Dito de outra forma, se o que está na génese da impenhorabilidade de qualquer quantia mensal recebida a título de salário ou pensão, que seja igual ou inferior ao salário mínimo nacional, é a necessidade de garantir a subsistência mínima do executado, tendo presente a sua função alimentar, e se as quantias recebidas a título de subsídio de férias e de Natal preenchem igualmente essa função alimentar, devendo por isso ser de valor igual às primeiras e equiparando-se às mesmas, então devem igualmente beneficiar da mesma impenhorabilidade que beneficiam as quantias recebidas a título de salário ou pensão, na medida em que todas elas têm a mesma natureza e asseguram o mesmo fim, independentemente do momento em que são pagas.
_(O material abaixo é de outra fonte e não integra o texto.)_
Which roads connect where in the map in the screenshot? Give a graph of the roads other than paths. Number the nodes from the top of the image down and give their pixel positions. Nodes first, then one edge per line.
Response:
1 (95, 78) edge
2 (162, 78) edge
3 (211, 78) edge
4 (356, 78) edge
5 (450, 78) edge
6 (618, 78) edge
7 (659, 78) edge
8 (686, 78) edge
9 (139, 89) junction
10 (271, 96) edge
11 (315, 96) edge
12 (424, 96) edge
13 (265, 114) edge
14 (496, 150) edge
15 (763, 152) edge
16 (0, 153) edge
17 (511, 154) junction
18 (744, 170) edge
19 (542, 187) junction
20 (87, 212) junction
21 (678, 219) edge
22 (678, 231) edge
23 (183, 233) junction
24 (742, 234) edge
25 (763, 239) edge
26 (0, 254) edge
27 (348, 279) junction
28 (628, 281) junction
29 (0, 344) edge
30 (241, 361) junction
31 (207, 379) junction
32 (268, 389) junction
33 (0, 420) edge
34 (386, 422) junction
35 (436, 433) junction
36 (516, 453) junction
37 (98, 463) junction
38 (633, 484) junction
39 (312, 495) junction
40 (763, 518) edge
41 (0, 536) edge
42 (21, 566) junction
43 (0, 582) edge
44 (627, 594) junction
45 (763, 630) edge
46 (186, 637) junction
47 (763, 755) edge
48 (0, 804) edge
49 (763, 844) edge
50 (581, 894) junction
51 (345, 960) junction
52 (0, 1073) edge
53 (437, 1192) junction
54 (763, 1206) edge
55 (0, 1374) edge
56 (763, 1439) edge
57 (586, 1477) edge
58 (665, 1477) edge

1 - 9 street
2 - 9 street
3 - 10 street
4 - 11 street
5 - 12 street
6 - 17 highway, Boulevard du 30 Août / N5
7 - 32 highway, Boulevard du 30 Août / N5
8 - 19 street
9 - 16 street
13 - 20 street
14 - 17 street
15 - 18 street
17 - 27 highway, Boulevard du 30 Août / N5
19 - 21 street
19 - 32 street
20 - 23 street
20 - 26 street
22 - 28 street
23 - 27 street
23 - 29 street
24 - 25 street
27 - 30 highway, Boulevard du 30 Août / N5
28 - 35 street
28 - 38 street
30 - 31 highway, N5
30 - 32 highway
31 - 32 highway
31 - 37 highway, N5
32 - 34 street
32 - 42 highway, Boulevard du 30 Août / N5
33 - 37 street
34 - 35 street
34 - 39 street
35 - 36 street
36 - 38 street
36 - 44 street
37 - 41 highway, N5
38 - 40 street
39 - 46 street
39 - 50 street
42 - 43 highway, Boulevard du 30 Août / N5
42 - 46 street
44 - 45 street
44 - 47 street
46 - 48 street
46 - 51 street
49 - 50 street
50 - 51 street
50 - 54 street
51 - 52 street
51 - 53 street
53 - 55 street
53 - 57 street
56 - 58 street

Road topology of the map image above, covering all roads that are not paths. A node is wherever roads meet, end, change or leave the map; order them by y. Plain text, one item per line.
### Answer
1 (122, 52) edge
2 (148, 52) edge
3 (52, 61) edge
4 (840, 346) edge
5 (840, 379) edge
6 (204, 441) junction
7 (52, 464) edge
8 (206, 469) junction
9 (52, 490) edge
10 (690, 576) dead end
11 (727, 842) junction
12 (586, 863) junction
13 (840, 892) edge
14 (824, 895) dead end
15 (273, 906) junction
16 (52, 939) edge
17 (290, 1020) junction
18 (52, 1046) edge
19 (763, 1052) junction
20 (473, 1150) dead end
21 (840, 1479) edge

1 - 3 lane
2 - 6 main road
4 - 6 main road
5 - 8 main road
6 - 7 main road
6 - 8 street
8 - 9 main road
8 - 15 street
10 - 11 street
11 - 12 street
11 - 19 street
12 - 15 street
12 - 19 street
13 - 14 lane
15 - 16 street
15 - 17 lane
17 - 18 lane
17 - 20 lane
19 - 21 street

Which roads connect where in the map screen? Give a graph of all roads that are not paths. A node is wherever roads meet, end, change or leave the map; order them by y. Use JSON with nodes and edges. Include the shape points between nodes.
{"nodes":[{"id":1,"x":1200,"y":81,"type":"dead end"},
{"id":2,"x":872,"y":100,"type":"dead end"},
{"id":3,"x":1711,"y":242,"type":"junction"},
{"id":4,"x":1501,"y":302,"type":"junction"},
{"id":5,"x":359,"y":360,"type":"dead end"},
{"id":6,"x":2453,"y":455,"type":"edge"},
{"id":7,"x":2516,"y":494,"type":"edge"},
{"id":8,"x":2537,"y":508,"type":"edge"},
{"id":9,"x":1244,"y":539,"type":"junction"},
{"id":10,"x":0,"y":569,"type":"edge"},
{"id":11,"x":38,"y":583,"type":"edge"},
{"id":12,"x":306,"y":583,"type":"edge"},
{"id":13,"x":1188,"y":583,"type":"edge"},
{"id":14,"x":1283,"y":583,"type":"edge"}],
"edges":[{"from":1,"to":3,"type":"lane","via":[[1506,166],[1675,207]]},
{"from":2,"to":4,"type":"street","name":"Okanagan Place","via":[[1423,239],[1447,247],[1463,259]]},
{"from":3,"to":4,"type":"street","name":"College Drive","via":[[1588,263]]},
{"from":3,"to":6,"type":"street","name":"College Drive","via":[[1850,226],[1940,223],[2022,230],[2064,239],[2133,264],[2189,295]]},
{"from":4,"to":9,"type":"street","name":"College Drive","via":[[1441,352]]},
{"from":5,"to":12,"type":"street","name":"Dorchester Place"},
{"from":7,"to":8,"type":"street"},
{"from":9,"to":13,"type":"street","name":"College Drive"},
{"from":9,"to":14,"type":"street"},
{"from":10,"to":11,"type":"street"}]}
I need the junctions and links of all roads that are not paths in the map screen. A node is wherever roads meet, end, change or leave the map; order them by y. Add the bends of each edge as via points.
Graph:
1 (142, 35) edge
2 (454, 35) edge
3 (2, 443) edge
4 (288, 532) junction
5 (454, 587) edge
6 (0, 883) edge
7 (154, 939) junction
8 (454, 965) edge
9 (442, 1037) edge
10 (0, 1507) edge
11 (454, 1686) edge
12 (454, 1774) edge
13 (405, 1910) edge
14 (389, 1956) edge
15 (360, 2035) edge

Nessa medida não se pode afirmar, como pretende a exequente, que as prestações recebidas a título de subsídio de férias e de subsídio de Natal devam ser consideradas como mero complemento ou acréscimo das retribuições auferidas periodicamente pelo seu titular, para efeitos de não integrarem o mínimo necessário à existência condigna do mesmo e, nessa medida, não serem individualmente abrangidas pela impenhorabilidade a que respeitam os nº 1 e 3 do art.º 738º do Código de Processo Civil.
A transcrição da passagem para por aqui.